Eran buenas preguntas, yo –todos más o menos, creo–, estábamos cegados por algo llamado autenticidad. Se suponía que ante todo había que ser auténtico, No me preguntes que es ser auténtico, ahora no sabría contestarte, entonces tampoco. Tenía que ver algo con no dejarse llevar por cantos de sirena y ser fiel a ti mismo, lo que era difícil teniendo en cuenta que éramos niñatos y nuestras opiniones cambiaban como el viento. Para mí tenía bastante que ver con la sinceridad y sinceridad era algo parecido a contestar lo primero que me viniera a la cabeza.
–No lo sé. Lo que sé es que me gusta hacer música, cuando te conectas con ella, cuando la cabalgas. ¡Vale!, mola que haya gente escuchando, compartiéndolo, y me molaría tener un castillo y un Rolls Royce y cien guitarras, pero lo que más mola es... ese algo que consigues entre la música y tú mismo, creo que con eso tendría bastante.
–Dime Gordo ¿te gustan las tías? O con eso que consigues contigo mismo y tú tienes bastante.
Todos ríen, yo me pongo colorado, callo, este suele ser el final de todas nuestras conversaciones. No hablamos demasiado. Existe la superstición de que los componentes de un grupo están unidos por la amistad, eso no es cierto; están unidos por la música o por la carencia de ella, o por el ego, o por la ambición. La amistad suele ser el menor de los motivos.

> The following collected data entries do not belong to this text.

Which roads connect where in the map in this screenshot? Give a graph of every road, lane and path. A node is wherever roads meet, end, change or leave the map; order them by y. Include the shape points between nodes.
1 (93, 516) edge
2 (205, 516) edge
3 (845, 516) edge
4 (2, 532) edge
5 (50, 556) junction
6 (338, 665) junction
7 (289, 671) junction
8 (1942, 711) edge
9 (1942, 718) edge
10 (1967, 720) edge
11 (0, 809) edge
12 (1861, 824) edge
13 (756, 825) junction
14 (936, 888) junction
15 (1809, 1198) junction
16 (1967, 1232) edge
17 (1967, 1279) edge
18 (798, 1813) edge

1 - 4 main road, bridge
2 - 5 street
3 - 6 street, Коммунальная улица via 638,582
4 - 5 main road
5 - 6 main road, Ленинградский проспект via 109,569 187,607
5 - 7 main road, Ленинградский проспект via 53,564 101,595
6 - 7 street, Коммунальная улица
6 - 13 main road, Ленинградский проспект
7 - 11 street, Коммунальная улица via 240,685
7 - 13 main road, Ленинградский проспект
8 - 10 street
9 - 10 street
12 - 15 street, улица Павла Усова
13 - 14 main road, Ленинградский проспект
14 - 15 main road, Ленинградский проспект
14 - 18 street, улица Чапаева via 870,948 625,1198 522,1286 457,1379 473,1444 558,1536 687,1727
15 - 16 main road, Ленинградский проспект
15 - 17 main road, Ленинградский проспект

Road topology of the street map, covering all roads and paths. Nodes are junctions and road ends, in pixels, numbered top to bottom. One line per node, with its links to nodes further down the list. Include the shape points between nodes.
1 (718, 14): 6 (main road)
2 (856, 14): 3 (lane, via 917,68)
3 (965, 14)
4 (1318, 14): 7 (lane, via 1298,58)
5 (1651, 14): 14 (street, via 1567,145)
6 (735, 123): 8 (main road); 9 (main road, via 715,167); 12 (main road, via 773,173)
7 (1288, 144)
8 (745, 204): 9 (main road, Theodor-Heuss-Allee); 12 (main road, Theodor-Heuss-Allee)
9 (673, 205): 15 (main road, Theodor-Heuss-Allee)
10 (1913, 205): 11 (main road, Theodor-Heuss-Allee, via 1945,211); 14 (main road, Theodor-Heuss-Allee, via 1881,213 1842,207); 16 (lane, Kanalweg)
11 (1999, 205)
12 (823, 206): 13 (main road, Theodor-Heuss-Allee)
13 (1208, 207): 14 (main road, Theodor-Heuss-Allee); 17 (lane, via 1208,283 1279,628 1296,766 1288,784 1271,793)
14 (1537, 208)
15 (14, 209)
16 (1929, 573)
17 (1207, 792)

Javier en la pantalla, al fin recuerda que lleva un cigarrillo en la mano e inhala de él, retiene el humo unos segundos en los pulmones y expulsa una nube de humo que sé azul, tras la cual frunce los labios que una generación quiso besar y se confiesa.
–Sé que tengo que estar agradecido a la gente que me sigue, a todos los que están interesados por mi trabajo, pero no puedo engañaros –con naturalidad deja de mirar a la entrevistadora y se dirige a la cámara, a nosotros–, nunca voy a intentar agradaros, lo más importante es y será la música. Esto es una historia entre ella y yo. Me debo a ella, es mi gran amor.
La presentadora se derrumba fascinada ante él, tan flaco y canalla, tan sensible, tan tramposo, reordenando las ideas de otros y escupiéndolas con la misma facilidad con la que les juraba a los camellos que les pagaría mañana, en cuanto pillara la pasta del próximo bolo que tenía entre manos.